◆ Work order:
Could the data below be copied out in full, word for word?

^^^^

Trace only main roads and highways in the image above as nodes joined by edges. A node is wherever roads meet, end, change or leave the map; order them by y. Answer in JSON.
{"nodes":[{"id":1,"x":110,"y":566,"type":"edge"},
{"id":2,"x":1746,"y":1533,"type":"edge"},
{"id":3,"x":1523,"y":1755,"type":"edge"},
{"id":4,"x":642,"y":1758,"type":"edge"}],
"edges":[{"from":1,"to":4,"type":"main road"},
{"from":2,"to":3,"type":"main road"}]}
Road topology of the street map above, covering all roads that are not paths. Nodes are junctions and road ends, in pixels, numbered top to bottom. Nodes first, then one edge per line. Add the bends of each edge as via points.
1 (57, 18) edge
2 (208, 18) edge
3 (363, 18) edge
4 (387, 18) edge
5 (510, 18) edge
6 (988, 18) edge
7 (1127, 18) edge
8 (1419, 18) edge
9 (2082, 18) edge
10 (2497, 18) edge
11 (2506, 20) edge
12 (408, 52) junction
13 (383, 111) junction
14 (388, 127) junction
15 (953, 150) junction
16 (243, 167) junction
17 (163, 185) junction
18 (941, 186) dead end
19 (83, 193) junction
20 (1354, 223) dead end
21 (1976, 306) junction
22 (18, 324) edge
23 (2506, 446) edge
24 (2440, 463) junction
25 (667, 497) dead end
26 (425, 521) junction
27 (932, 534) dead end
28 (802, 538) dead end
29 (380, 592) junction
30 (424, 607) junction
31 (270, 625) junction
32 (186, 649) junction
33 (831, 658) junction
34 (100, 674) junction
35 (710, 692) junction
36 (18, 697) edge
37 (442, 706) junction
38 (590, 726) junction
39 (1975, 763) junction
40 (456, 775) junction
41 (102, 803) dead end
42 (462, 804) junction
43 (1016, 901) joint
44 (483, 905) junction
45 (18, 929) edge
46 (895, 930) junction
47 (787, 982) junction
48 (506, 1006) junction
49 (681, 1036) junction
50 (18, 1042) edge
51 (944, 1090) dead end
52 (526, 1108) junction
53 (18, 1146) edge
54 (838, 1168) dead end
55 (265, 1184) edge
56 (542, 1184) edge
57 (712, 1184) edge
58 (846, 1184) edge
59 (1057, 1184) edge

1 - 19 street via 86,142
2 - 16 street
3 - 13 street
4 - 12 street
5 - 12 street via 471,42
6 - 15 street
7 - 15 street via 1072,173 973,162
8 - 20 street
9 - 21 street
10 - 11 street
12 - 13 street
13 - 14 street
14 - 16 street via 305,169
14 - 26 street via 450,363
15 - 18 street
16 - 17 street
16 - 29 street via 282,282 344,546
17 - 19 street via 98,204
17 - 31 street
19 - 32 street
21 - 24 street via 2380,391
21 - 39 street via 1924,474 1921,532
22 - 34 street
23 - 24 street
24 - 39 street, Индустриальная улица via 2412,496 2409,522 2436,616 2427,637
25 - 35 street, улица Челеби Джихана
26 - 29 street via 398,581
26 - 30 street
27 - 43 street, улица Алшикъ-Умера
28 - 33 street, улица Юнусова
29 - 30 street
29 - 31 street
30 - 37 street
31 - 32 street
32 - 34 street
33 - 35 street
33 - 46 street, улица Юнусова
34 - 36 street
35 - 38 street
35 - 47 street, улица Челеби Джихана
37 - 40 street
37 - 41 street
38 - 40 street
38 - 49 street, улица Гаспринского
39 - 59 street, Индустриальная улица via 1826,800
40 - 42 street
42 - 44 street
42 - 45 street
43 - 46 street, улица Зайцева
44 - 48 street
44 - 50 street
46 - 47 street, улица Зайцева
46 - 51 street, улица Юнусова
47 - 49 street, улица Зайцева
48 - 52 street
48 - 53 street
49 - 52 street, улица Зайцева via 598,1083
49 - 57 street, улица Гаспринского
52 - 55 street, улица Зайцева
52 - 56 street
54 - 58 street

^^^^

◆ Finished task:
Trace only main roads and highways in the image above as nodes joined by edges. A node is wherever roads meet, end, change or leave the map; order them by y. Answer in JSON.
{"nodes":[{"id":1,"x":110,"y":566,"type":"edge"},
{"id":2,"x":1746,"y":1533,"type":"edge"},
{"id":3,"x":1523,"y":1755,"type":"edge"},
{"id":4,"x":642,"y":1758,"type":"edge"}],
"edges":[{"from":1,"to":4,"type":"main road"},
{"from":2,"to":3,"type":"main road"}]}
Road topology of the street map above, covering all roads that are not paths. Nodes are junctions and road ends, in pixels, numbered top to bottom. Nodes first, then one edge per line. Add the bends of each edge as via points.
1 (57, 18) edge
2 (208, 18) edge
3 (363, 18) edge
4 (387, 18) edge
5 (510, 18) edge
6 (988, 18) edge
7 (1127, 18) edge
8 (1419, 18) edge
9 (2082, 18) edge
10 (2497, 18) edge
11 (2506, 20) edge
12 (408, 52) junction
13 (383, 111) junction
14 (388, 127) junction
15 (953, 150) junction
16 (243, 167) junction
17 (163, 185) junction
18 (941, 186) dead end
19 (83, 193) junction
20 (1354, 223) dead end
21 (1976, 306) junction
22 (18, 324) edge
23 (2506, 446) edge
24 (2440, 463) junction
25 (667, 497) dead end
26 (425, 521) junction
27 (932, 534) dead end
28 (802, 538) dead end
29 (380, 592) junction
30 (424, 607) junction
31 (270, 625) junction
32 (186, 649) junction
33 (831, 658) junction
34 (100, 674) junction
35 (710, 692) junction
36 (18, 697) edge
37 (442, 706) junction
38 (590, 726) junction
39 (1975, 763) junction
40 (456, 775) junction
41 (102, 803) dead end
42 (462, 804) junction
43 (1016, 901) joint
44 (483, 905) junction
45 (18, 929) edge
46 (895, 930) junction
47 (787, 982) junction
48 (506, 1006) junction
49 (681, 1036) junction
50 (18, 1042) edge
51 (944, 1090) dead end
52 (526, 1108) junction
53 (18, 1146) edge
54 (838, 1168) dead end
55 (265, 1184) edge
56 (542, 1184) edge
57 (712, 1184) edge
58 (846, 1184) edge
59 (1057, 1184) edge

1 - 19 street via 86,142
2 - 16 street
3 - 13 street
4 - 12 street
5 - 12 street via 471,42
6 - 15 street
7 - 15 street via 1072,173 973,162
8 - 20 street
9 - 21 street
10 - 11 street
12 - 13 street
13 - 14 street
14 - 16 street via 305,169
14 - 26 street via 450,363
15 - 18 street
16 - 17 street
16 - 29 street via 282,282 344,546
17 - 19 street via 98,204
17 - 31 street
19 - 32 street
21 - 24 street via 2380,391
21 - 39 street via 1924,474 1921,532
22 - 34 street
23 - 24 street
24 - 39 street, Индустриальная улица via 2412,496 2409,522 2436,616 2427,637
25 - 35 street, улица Челеби Джихана
26 - 29 street via 398,581
26 - 30 street
27 - 43 street, улица Алшикъ-Умера
28 - 33 street, улица Юнусова
29 - 30 street
29 - 31 street
30 - 37 street
31 - 32 street
32 - 34 street
33 - 35 street
33 - 46 street, улица Юнусова
34 - 36 street
35 - 38 street
35 - 47 street, улица Челеби Джихана
37 - 40 street
37 - 41 street
38 - 40 street
38 - 49 street, улица Гаспринского
39 - 59 street, Индустриальная улица via 1826,800
40 - 42 street
42 - 44 street
42 - 45 street
43 - 46 street, улица Зайцева
44 - 48 street
44 - 50 street
46 - 47 street, улица Зайцева
46 - 51 street, улица Юнусова
47 - 49 street, улица Зайцева
48 - 52 street
48 - 53 street
49 - 52 street, улица Зайцева via 598,1083
49 - 57 street, улица Гаспринского
52 - 55 street, улица Зайцева
52 - 56 street
54 - 58 street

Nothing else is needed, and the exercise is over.